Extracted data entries
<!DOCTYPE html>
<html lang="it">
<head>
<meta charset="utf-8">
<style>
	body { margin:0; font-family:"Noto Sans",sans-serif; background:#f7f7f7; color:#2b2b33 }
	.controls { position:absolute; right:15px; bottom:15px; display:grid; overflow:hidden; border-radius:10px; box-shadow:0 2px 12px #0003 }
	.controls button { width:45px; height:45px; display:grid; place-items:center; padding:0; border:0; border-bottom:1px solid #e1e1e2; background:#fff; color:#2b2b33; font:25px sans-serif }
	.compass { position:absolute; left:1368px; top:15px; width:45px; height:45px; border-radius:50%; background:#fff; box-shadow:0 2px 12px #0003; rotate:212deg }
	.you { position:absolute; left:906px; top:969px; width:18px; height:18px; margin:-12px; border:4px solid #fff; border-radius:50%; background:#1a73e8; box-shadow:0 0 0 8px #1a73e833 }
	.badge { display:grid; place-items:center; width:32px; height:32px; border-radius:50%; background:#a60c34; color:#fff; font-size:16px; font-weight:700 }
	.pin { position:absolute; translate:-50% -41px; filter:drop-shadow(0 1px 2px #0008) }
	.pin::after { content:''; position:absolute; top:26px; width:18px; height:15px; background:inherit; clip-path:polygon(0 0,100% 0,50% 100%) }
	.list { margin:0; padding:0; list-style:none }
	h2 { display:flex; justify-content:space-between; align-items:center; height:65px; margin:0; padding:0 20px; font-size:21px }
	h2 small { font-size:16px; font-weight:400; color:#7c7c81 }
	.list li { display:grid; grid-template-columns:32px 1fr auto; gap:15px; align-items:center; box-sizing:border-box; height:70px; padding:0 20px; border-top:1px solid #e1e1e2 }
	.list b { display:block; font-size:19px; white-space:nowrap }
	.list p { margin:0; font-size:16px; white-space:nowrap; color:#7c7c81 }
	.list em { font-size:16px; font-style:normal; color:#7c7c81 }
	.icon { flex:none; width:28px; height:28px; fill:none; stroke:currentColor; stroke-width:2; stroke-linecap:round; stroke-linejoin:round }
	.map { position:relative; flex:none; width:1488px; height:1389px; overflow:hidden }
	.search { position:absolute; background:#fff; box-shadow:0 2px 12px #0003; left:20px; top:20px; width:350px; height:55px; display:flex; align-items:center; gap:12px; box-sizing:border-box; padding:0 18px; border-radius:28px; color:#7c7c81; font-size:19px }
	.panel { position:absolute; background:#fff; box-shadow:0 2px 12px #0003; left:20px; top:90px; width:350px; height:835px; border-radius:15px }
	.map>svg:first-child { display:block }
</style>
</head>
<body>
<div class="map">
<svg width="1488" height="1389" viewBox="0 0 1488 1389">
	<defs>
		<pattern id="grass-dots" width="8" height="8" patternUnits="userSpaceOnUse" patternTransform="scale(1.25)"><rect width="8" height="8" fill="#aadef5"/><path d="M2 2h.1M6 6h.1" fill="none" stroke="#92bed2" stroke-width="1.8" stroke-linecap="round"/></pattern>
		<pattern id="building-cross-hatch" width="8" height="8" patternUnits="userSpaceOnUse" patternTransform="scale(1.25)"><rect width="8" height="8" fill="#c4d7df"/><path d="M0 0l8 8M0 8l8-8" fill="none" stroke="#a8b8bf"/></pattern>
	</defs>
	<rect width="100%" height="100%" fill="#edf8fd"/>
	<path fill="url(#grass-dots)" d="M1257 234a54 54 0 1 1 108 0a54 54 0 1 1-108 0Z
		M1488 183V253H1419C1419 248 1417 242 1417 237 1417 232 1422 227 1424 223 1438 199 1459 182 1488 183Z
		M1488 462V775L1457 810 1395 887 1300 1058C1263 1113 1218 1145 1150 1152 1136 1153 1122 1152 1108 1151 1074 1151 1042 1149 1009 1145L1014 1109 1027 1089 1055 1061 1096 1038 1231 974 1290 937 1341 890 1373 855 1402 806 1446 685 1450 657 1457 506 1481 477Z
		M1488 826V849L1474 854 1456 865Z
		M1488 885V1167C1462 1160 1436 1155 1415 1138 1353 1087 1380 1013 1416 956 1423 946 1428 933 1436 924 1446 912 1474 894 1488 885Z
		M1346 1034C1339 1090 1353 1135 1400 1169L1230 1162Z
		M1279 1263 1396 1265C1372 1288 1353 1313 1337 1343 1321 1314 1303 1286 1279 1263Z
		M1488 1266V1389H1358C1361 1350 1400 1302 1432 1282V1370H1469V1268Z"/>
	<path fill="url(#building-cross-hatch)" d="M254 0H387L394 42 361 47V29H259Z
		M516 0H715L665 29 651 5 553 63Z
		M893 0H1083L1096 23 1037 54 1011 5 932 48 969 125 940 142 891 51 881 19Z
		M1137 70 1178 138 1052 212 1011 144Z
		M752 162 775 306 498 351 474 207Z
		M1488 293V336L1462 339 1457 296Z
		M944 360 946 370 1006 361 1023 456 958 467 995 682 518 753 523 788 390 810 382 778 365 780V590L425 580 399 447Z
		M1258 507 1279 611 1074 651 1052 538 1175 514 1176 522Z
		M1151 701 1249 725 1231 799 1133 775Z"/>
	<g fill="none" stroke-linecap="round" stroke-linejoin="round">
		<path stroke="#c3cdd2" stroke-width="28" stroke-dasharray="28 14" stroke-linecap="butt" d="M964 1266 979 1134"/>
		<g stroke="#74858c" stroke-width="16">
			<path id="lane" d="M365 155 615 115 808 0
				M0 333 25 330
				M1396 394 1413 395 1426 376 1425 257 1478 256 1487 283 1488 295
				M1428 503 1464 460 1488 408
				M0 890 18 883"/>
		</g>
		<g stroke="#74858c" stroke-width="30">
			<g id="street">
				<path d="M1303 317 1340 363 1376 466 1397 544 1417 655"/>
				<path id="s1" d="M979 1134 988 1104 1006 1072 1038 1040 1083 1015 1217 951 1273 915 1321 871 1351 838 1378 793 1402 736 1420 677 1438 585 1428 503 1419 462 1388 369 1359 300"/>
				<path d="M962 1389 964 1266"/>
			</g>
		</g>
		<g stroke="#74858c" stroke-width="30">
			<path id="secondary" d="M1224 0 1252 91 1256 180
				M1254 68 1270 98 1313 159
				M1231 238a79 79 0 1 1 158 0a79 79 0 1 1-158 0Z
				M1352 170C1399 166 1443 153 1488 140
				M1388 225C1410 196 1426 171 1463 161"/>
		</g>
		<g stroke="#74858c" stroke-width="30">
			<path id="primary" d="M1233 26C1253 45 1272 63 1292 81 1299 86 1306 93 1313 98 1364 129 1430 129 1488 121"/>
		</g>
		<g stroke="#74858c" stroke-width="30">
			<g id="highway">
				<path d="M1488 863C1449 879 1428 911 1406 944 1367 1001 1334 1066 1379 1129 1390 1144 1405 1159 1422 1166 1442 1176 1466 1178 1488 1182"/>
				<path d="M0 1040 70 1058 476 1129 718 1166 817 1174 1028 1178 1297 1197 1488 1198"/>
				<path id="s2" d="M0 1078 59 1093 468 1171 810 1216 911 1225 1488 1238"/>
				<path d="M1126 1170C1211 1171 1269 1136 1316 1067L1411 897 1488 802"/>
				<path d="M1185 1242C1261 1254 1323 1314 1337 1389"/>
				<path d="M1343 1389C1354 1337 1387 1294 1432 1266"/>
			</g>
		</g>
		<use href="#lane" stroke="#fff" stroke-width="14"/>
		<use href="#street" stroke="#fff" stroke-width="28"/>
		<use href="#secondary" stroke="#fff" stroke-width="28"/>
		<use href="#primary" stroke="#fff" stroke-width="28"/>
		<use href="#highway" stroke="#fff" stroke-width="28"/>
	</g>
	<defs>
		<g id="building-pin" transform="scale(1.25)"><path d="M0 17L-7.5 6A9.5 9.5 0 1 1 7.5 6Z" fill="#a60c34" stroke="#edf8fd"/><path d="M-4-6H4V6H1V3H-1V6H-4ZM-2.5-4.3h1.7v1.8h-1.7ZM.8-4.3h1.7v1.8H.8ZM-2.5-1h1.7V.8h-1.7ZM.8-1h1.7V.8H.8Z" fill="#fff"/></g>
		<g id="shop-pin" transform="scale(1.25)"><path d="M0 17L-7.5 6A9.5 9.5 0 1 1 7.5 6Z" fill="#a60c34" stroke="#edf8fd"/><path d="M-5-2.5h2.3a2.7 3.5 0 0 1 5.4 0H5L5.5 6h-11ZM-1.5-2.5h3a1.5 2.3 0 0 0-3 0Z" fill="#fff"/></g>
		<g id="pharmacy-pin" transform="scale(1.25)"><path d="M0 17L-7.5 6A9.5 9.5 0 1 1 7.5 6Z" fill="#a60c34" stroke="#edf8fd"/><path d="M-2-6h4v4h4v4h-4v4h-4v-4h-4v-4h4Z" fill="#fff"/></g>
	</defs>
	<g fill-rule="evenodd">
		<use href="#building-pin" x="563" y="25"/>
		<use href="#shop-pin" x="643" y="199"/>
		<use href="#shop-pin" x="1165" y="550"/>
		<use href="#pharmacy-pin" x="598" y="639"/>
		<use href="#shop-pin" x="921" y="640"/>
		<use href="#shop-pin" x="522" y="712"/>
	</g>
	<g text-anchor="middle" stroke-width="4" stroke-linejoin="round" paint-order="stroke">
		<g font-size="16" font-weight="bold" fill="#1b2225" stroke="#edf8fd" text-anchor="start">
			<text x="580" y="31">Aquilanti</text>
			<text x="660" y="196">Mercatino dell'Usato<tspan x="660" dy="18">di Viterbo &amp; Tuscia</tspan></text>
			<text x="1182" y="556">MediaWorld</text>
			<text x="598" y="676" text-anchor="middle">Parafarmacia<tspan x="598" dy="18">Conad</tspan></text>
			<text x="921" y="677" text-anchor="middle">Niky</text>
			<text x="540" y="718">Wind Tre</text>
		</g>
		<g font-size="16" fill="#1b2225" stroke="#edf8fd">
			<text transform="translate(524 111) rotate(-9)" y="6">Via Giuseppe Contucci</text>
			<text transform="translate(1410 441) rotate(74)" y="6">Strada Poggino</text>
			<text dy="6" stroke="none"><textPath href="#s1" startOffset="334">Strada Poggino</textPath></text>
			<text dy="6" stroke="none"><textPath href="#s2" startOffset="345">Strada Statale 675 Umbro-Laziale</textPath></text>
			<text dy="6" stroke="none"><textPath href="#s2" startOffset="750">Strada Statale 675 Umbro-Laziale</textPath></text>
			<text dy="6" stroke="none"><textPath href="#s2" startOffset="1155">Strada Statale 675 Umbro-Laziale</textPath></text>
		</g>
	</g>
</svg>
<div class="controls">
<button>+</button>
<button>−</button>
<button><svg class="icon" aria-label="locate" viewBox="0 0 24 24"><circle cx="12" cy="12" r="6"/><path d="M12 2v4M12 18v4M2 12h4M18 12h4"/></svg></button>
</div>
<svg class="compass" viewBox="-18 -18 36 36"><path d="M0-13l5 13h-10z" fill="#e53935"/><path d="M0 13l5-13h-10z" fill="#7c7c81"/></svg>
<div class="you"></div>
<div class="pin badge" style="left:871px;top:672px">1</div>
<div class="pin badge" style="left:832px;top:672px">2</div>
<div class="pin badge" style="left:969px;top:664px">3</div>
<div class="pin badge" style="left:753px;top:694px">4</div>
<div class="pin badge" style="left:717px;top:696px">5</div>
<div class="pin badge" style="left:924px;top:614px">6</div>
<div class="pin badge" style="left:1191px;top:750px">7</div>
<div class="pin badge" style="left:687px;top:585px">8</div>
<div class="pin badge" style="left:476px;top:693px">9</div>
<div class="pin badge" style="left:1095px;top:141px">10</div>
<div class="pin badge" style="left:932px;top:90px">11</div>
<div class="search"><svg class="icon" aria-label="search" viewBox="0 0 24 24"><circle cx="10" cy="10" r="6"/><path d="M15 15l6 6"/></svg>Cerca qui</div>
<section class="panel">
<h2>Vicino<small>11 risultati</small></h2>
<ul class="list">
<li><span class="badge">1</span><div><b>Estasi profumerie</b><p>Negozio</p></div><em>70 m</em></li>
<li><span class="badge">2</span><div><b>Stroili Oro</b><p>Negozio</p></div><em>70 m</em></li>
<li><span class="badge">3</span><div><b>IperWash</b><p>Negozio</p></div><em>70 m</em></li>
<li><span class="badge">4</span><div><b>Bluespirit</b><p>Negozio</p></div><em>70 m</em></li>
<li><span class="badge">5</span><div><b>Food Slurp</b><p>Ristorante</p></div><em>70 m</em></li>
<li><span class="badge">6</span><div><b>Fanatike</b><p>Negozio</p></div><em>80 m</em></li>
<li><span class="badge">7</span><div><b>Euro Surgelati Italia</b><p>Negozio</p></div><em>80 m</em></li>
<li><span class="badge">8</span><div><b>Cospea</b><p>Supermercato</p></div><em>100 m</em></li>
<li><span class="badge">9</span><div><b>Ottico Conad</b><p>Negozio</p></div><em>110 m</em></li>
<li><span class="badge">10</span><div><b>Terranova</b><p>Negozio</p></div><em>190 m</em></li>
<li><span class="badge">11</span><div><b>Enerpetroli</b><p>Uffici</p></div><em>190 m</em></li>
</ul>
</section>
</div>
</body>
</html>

Instructions for the task:
Please give again the lines above between the line holding "margin:0; padding:0; list-style:none" and the line holding "font-size:16px; font-weight:400; color:#7c7c81", inclusive, exactly as they are and with nothing added.

Written response:
	.list { margin:0; padding:0; list-style:none }
	h2 { display:flex; justify-content:space-between; align-items:center; height:65px; margin:0; padding:0 20px; font-size:21px }
	h2 small { font-size:16px; font-weight:400; color:#7c7c81 }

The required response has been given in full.